(Input for this task begins)
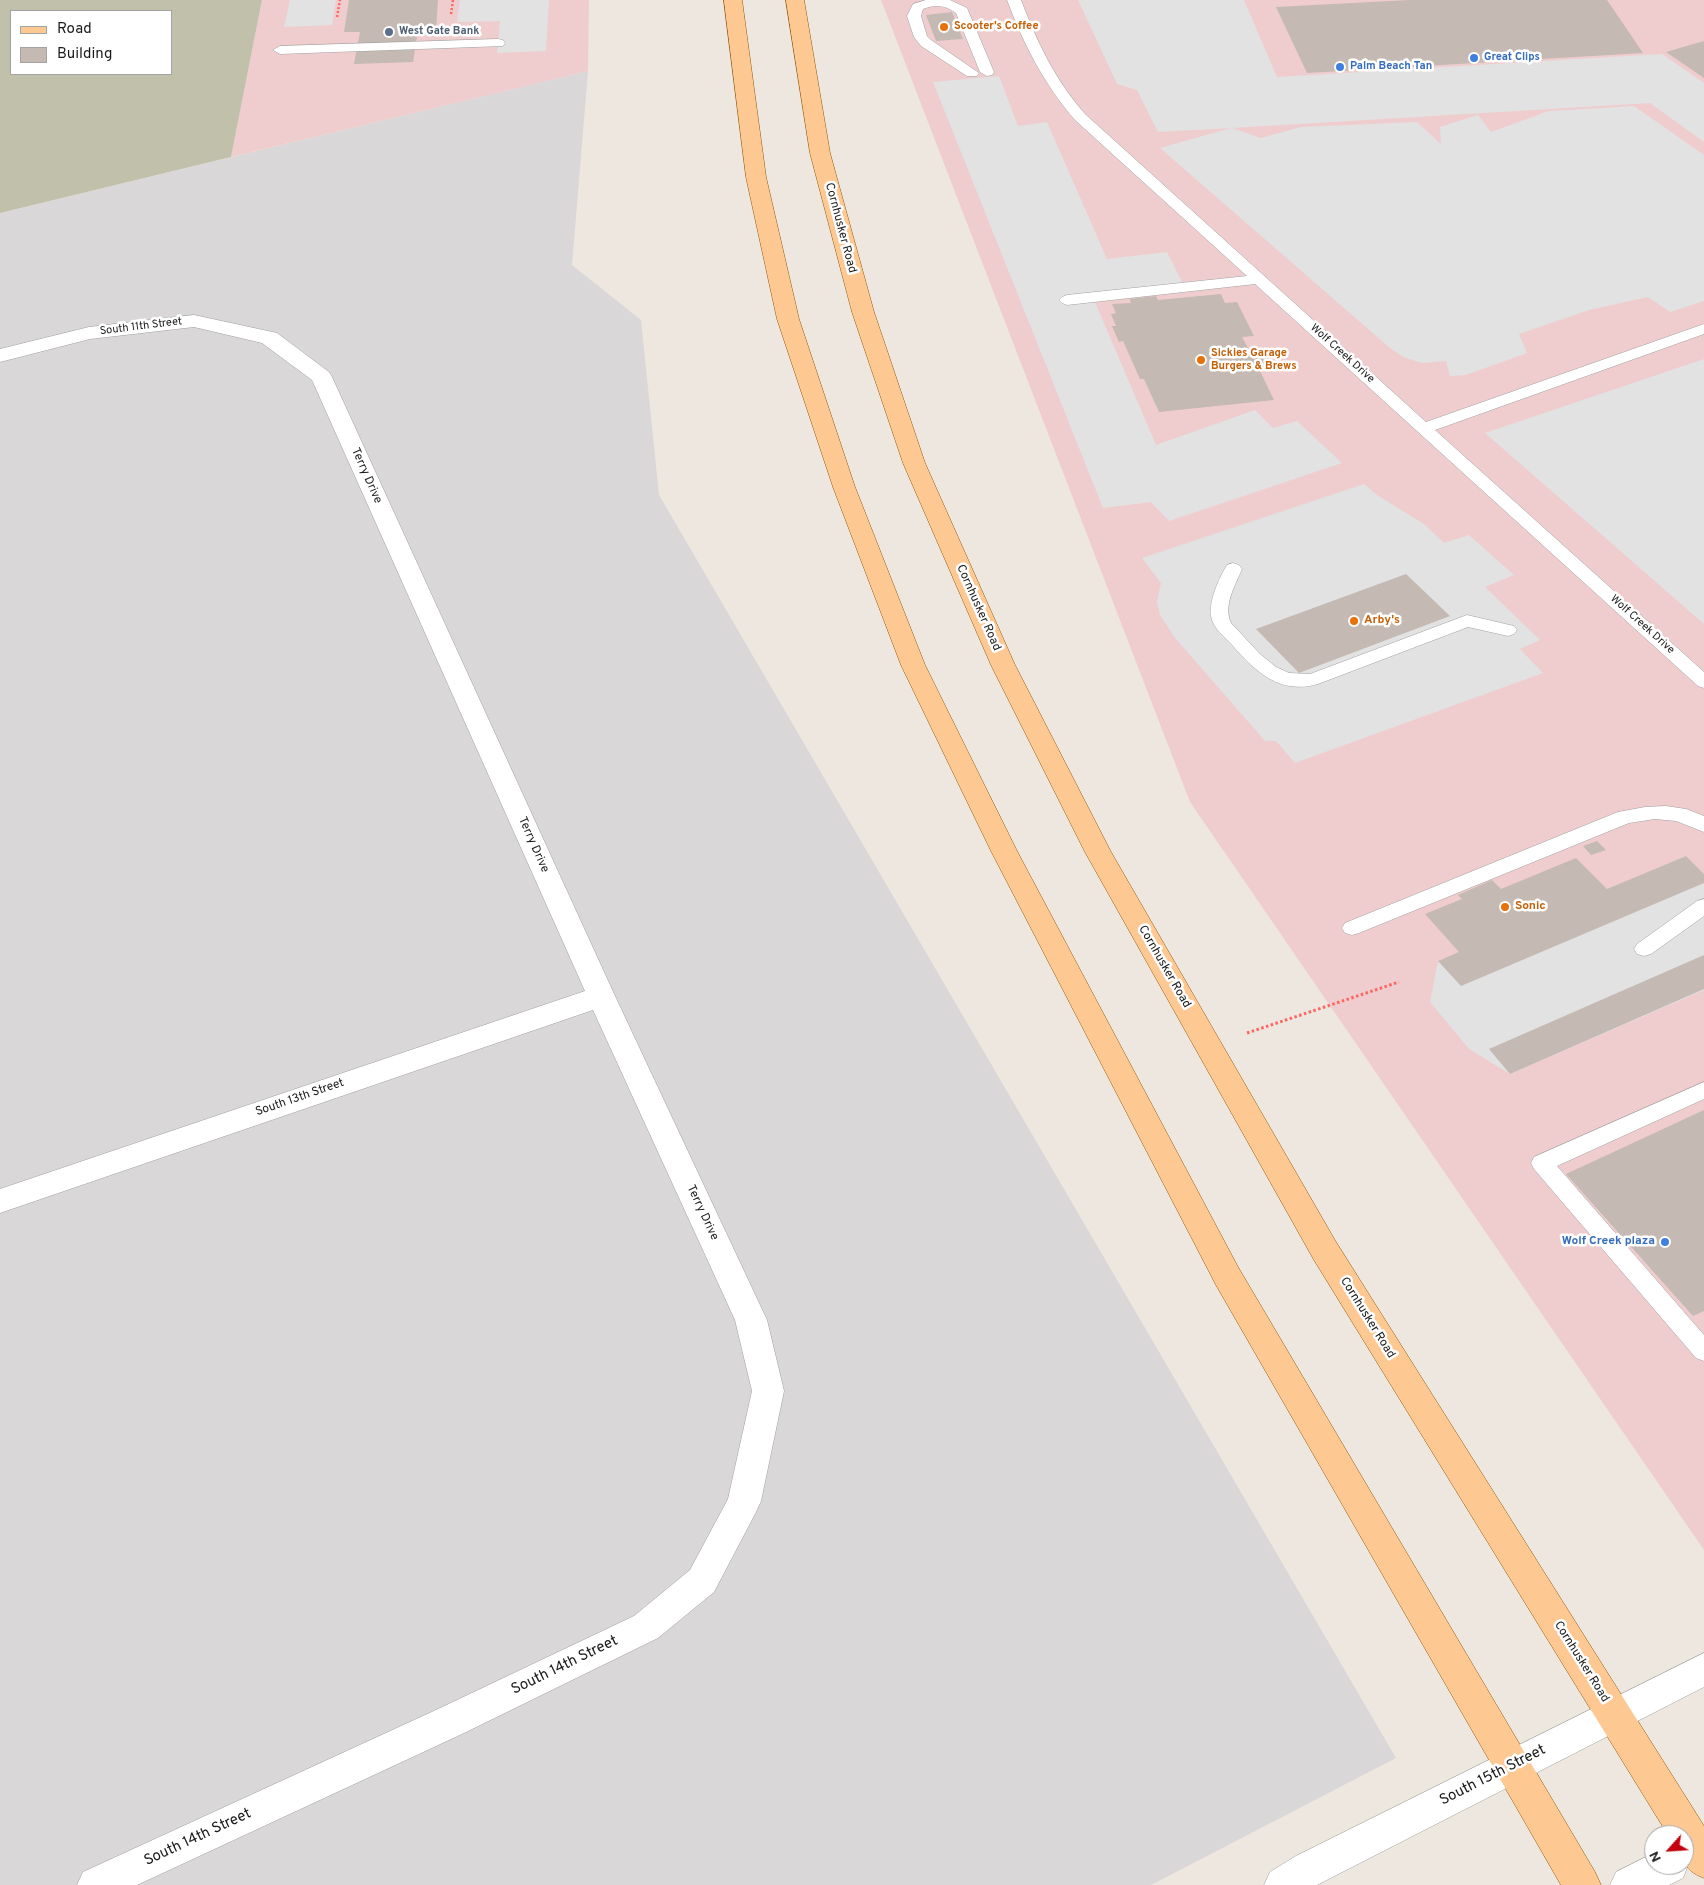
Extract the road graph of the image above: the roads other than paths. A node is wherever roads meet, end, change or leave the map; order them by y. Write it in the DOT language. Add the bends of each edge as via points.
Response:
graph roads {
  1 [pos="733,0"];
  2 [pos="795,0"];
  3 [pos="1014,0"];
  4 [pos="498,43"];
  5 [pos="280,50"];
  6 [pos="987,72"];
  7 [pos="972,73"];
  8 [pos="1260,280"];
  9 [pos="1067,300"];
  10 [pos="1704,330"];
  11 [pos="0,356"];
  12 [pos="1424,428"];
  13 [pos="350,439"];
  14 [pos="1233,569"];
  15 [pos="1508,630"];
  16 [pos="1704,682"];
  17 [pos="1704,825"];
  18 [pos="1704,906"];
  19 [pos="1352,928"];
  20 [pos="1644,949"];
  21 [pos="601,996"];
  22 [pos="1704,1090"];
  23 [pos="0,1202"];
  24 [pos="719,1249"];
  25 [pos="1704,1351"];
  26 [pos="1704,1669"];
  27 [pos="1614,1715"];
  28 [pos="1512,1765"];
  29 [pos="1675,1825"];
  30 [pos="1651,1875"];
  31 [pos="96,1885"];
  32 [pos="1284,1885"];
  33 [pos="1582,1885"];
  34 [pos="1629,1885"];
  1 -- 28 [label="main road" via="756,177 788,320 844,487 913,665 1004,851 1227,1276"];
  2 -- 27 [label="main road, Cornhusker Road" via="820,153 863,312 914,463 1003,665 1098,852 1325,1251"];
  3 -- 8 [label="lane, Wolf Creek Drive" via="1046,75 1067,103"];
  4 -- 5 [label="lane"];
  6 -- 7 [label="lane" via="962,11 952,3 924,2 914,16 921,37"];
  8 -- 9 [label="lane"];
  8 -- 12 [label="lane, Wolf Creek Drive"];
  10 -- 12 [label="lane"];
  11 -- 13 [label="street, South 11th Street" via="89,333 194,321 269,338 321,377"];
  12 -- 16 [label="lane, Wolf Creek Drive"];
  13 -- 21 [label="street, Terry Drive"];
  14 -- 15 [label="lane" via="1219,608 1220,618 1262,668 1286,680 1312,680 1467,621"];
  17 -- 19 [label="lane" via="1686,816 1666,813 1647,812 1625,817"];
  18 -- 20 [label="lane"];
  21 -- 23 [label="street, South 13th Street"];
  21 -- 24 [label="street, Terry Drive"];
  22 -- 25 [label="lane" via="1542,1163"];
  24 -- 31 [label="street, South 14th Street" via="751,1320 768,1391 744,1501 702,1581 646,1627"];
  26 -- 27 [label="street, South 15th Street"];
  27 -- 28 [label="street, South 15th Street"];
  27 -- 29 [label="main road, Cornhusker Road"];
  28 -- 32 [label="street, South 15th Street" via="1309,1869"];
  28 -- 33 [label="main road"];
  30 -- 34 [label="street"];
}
(Input for this task ends)
(Input for this task begins)
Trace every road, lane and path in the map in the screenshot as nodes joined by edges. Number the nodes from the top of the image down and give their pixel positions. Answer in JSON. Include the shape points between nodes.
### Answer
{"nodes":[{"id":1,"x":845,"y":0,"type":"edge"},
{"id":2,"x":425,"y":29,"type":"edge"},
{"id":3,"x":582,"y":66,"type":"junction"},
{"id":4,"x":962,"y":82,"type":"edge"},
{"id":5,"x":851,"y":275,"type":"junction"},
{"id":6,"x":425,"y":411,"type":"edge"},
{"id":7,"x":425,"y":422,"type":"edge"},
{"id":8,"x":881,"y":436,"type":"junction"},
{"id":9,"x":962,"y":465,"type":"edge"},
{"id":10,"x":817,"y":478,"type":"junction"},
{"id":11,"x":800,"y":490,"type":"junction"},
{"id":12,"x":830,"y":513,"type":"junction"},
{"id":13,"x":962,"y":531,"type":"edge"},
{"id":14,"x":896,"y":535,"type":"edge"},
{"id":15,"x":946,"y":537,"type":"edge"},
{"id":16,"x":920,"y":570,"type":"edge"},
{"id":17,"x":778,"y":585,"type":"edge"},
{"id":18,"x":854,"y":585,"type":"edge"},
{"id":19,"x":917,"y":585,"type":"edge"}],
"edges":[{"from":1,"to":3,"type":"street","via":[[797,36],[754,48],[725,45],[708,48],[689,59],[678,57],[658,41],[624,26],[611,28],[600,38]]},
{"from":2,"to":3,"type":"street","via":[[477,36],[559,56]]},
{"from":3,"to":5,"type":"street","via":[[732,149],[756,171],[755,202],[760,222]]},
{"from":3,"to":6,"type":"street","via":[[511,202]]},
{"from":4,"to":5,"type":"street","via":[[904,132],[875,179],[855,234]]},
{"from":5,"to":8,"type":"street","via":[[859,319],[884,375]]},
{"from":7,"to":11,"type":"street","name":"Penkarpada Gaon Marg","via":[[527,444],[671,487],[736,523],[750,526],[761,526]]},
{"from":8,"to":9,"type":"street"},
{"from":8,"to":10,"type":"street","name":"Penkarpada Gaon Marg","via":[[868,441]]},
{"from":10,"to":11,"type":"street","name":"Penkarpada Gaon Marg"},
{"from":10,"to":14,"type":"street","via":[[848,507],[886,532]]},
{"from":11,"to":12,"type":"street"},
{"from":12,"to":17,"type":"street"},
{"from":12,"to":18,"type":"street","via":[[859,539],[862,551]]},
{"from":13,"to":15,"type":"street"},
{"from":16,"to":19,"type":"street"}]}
(Input for this task ends)
(Input for this task begins)
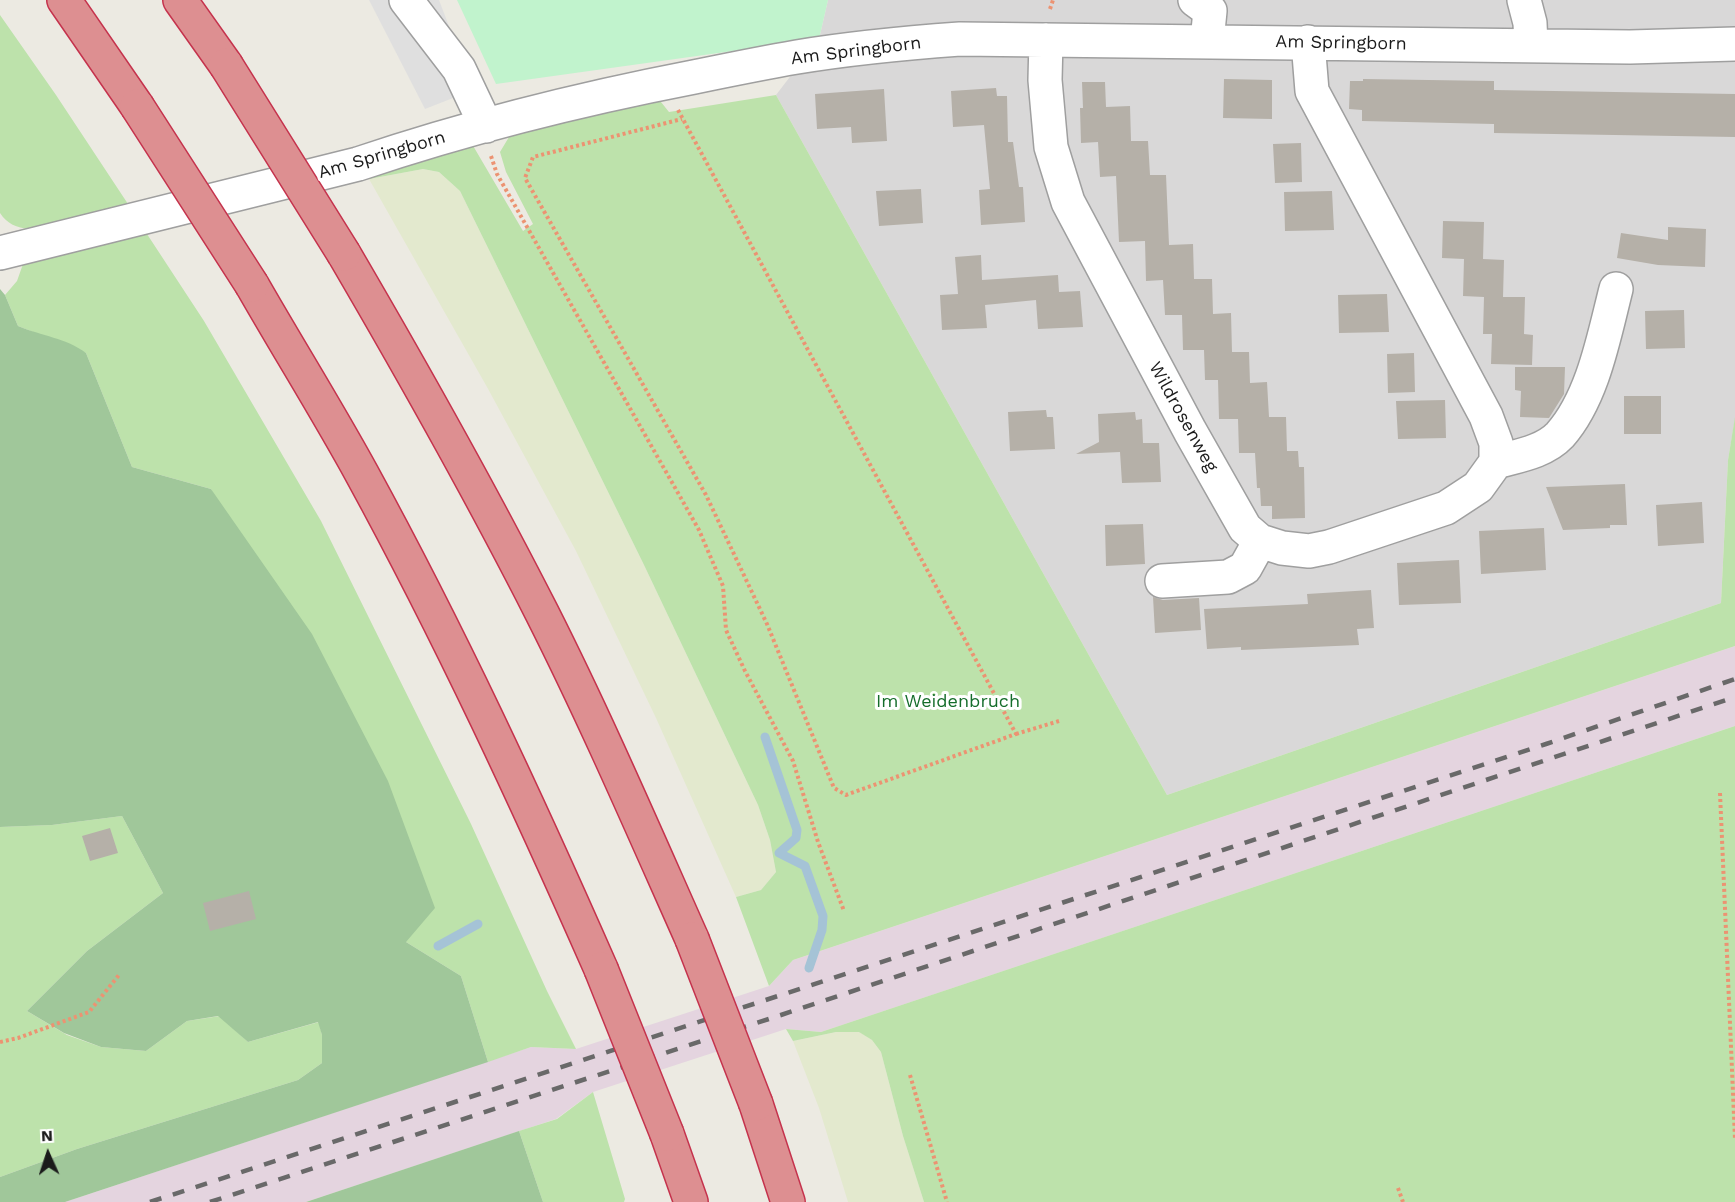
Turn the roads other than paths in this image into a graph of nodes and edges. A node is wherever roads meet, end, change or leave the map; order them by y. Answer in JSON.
(Input for this task ends)
■ Task details ■
Return every line holding the word "paths" from the records.

■ Problem solution ■
Extract the road graph of the image above: the roads other than paths. A node is wherever roads meet, end, change or leave the map; order them by y. Write it in the DOT language. Add the bends of each edge as via points.
Turn the roads other than paths in this image into a graph of nodes and edges. A node is wherever roads meet, end, change or leave the map; order them by y. Answer in JSON.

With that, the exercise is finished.